Around 1900, a Danish teacher had an idea. He attached marked aluminum rings to the bird’s legs, after which he released them back into their daily lives. When these birds were recaptured or sighted, their location would get recorded, giving people some clue as to their migration trajectory. The first real proof of migration was observed years later when a White Stork banded in Hungary was found dead in South Africa. The technique of banding the birds is pretty rudimentary, as it tells researches only some of the places that a bird has been to and not the whole path that it had traversed. Fortunately, the tagged birds were declared to be ‘fashion icons’ by their fellow birds and now lead flamboyant and luxurious lifestyles. True story.
This problem seemed to have been resolved in 1984 when researchers in the USA captured a Bald Eagle and fitted it with a transmitter that relayed its location to satellites orbiting the Earth. The reason why the Americans used a Bald Eagle is quite self-explanatory in itself, but the fact that these birds are big enough to fly even with the added weight of the transmitter certainly helped. As you might realize, the transmitters were pretty heavy with a very short battery life, thus disqualifying their use on smaller birds.
GPS devices, on the other hand, were much smaller because they receive signals from satellites, rather than transmitting them. This allowed for the use of GPS on small birds, like doves, but they were still quite heavy for songbirds. If the birds couldn’t even fly, there was no point in observing their ‘flight’ patterns.
It took some time for researchers to have their next breakthrough, when they realized that they didn’t need to use satellites at all! Instead, they fitted the birds with a tiny sunlight intensity recorder. This recorder had a built-in clock and a memory chip to store the information. This ‘migration tracking system’ ultimately weighed less than a gram, which meant that even small songbirds could easily fly with it.
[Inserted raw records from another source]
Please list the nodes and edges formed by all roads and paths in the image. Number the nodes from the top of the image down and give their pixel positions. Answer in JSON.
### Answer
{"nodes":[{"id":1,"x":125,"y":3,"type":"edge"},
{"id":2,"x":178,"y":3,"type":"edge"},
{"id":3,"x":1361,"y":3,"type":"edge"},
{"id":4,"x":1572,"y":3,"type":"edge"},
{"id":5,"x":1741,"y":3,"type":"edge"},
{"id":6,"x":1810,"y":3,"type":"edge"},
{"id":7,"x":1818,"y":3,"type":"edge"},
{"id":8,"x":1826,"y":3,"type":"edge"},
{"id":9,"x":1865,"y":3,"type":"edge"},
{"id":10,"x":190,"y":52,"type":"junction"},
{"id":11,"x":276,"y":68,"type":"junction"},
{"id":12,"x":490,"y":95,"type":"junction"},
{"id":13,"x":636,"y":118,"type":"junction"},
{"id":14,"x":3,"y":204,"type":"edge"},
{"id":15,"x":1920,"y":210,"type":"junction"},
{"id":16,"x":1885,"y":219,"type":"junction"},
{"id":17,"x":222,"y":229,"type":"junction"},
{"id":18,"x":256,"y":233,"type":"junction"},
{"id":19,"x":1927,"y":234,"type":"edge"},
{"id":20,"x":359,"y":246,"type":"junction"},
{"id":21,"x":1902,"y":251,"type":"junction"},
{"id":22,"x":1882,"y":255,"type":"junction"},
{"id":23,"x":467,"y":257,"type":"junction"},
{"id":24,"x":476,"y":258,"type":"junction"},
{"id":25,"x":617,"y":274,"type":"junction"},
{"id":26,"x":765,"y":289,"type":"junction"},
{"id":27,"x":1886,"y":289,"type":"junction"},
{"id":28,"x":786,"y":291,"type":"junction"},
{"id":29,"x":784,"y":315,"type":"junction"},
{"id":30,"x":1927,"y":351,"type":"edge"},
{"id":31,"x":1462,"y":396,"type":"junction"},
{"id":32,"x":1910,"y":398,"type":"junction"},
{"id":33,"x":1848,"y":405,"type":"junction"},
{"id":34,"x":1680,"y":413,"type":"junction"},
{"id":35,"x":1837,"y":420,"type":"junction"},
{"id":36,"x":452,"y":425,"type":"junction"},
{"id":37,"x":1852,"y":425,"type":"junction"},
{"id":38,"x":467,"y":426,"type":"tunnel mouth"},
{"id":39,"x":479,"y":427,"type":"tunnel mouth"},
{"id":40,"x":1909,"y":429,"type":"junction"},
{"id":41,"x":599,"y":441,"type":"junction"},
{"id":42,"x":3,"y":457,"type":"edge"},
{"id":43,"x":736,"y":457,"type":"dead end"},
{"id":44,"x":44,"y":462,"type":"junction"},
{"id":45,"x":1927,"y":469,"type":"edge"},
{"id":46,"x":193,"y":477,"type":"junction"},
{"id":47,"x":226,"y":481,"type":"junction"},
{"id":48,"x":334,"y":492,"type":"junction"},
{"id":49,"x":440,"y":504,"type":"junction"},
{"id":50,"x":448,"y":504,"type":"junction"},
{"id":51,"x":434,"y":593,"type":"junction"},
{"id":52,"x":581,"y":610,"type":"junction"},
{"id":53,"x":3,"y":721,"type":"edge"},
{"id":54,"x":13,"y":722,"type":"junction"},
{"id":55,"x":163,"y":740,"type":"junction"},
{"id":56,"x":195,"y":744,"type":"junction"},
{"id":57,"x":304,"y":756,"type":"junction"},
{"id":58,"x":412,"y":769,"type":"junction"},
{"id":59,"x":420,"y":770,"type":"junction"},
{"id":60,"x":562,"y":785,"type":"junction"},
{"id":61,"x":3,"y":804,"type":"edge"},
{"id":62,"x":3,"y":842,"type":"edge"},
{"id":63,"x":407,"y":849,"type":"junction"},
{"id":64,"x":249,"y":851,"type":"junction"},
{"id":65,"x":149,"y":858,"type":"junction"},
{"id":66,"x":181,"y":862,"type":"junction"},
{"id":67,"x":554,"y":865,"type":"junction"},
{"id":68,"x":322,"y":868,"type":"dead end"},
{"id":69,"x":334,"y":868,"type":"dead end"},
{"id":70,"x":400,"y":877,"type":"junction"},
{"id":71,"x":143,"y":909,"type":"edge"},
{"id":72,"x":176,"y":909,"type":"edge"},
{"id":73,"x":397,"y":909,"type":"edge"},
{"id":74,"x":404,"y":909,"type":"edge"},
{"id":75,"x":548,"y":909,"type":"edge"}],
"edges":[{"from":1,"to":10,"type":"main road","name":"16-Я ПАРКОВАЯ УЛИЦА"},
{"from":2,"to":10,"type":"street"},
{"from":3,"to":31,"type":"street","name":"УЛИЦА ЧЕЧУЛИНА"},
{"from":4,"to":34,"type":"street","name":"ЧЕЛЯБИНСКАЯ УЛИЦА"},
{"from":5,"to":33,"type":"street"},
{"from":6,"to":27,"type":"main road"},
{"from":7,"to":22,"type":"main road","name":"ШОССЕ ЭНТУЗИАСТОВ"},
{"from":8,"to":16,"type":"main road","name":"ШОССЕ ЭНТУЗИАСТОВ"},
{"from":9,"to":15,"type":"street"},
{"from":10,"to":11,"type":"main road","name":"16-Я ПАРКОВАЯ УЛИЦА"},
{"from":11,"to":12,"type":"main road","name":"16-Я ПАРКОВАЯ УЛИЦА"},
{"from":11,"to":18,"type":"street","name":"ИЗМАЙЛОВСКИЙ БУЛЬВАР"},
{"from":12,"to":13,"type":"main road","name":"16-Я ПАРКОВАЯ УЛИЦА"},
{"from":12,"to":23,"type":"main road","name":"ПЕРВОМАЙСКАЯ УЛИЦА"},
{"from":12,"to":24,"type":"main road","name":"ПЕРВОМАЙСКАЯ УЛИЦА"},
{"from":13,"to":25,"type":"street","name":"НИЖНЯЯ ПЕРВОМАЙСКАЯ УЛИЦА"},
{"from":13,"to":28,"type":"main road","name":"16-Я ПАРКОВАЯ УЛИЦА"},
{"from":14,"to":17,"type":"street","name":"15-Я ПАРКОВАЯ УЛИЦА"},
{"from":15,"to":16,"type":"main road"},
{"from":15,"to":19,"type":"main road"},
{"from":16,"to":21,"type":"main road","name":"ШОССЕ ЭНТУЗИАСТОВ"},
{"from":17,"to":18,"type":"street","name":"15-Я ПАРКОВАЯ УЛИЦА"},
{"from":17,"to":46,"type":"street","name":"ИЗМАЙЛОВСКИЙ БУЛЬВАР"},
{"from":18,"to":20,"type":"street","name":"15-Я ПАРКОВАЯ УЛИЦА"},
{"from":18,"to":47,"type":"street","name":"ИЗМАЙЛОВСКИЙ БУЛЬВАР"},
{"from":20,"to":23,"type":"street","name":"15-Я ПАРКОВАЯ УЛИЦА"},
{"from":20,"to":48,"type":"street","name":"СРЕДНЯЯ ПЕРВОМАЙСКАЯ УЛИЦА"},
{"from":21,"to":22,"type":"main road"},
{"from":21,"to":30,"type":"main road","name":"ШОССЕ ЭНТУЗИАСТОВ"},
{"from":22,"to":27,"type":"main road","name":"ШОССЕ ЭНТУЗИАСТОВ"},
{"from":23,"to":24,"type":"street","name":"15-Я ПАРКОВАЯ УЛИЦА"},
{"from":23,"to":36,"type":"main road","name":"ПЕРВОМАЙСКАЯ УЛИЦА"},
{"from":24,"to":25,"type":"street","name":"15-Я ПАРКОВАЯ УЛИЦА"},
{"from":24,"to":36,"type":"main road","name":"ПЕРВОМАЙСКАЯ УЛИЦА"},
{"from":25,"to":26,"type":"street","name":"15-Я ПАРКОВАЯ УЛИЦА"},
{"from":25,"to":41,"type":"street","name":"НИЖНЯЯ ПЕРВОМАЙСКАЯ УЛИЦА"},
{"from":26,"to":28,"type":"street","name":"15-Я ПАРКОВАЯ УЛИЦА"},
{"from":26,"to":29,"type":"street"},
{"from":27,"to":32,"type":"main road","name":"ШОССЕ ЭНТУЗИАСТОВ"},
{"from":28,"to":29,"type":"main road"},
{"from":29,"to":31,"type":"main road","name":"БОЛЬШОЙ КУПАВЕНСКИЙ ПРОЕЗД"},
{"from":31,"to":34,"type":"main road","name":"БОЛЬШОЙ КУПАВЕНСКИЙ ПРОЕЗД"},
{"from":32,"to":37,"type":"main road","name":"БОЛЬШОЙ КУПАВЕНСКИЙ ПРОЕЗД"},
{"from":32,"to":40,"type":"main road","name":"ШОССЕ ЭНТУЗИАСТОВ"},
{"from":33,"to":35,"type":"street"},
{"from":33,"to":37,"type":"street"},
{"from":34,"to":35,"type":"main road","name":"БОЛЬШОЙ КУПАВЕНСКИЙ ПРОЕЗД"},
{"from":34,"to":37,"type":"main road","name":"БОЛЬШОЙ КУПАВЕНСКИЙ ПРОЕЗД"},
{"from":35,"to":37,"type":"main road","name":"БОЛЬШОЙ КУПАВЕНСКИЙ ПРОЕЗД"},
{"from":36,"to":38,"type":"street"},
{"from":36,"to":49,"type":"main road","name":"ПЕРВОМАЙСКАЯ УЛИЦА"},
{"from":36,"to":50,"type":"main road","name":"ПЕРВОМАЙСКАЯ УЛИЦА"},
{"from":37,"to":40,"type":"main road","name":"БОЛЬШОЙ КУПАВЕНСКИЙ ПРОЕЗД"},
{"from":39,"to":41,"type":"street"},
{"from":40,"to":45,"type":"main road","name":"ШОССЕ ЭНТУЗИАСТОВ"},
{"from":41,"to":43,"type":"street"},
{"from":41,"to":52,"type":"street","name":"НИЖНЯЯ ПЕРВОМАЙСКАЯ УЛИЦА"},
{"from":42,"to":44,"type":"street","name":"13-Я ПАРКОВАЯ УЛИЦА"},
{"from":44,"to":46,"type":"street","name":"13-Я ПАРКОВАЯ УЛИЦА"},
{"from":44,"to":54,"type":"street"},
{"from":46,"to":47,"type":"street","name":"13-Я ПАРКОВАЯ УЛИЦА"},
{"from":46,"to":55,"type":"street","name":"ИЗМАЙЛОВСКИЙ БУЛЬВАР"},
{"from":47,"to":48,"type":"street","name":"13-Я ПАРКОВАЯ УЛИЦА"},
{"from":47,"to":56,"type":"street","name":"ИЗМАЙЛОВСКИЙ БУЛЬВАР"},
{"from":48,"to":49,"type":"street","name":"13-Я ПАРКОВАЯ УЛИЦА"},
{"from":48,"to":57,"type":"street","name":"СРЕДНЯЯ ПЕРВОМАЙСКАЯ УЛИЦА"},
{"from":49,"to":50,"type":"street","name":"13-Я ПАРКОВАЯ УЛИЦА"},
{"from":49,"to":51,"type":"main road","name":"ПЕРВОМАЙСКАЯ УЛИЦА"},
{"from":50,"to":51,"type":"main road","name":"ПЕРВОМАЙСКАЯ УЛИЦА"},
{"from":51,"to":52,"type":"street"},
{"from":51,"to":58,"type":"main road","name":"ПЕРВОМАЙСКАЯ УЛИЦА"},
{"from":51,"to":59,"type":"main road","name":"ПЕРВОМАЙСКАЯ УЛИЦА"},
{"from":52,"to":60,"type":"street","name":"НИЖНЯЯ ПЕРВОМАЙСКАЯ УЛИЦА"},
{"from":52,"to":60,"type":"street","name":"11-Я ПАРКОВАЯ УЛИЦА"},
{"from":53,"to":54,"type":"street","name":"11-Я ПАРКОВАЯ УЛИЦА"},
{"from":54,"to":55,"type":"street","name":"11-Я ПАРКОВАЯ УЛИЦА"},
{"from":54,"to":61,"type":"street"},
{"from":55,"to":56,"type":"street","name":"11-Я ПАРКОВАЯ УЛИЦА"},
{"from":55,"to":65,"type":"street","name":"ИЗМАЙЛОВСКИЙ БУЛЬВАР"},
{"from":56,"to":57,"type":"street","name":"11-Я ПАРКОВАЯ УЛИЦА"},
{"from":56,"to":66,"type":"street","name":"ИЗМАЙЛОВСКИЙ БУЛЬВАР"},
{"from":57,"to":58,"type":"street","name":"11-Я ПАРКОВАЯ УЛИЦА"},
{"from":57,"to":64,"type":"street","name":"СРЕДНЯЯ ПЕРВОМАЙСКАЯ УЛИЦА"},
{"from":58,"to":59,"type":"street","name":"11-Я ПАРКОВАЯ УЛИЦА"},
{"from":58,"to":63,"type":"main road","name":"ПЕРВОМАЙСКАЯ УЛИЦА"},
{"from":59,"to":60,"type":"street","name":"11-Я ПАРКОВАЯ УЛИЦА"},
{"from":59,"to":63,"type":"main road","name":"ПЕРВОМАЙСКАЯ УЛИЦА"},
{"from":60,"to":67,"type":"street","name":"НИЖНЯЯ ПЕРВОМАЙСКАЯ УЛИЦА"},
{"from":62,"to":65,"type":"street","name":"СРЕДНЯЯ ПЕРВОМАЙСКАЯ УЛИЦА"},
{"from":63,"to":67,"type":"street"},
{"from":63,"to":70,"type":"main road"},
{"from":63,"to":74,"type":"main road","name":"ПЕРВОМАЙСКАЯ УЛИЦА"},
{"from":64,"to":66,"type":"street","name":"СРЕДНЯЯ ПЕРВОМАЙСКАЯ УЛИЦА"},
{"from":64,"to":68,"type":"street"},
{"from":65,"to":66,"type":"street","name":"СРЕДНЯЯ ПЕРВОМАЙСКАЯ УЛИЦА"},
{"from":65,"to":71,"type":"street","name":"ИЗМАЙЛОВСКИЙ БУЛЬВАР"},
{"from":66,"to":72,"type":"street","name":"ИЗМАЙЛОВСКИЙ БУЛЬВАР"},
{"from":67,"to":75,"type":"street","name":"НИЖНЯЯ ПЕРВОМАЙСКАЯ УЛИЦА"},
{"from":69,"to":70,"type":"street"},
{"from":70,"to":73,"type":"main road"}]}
How these recorders are used to understand migration is similar to ancient navigational techniques.
The intensity of sunlight changes with respect to the time of day, as well as location. The length of each day is an indicator of latitude, while the time halfway between sunrise and sunset (noon) is indicative of the longitude. The clock in the recorder would measure the duration of a day, while the light intensity recorder would calculate the ‘time’ of noon at a particular location. This data could be used to interpolate an approximate longitude and latitude; using this, we could track the complete trajectory of a migrating bird.
These recorders – or more appropriately, ‘Geo-locators’ – have helped researchers understand bird species better than ever before. For example, the Arctic Tern is credited with having the longest migration on Earth. It was believed that it completed a trip of 40,000 kilometers between the Arctic and Antarctic every year. However, more recent findings using Geo-locators revealed that these birds actually cover more than twice this distance annually! Scientists think that they might be doing this to take advantage of the prevailing winds and thus reduce strain during their long journeys. Anyways, that longer route means that the Arctic Tern flies roughly 2.5 million kilometers in a lifetime, which is about the same as taking three round trips to the moon!
The exact nature of migration goes a long way towards understanding animal behavior. Researchers not only look at the animals’ migration pattern, but also what is between Point A and Point B to determine if a species is moving to new locations based on food density, changes in water temperature, or the animal’s ability to adapt to these changes. If you are interested in how a bird decides where it needs to migrate, you might want to click here. Additionally, if you’re wondering why dogs don’t migrate, it’s because their time is better spent wondering who’s a good boy.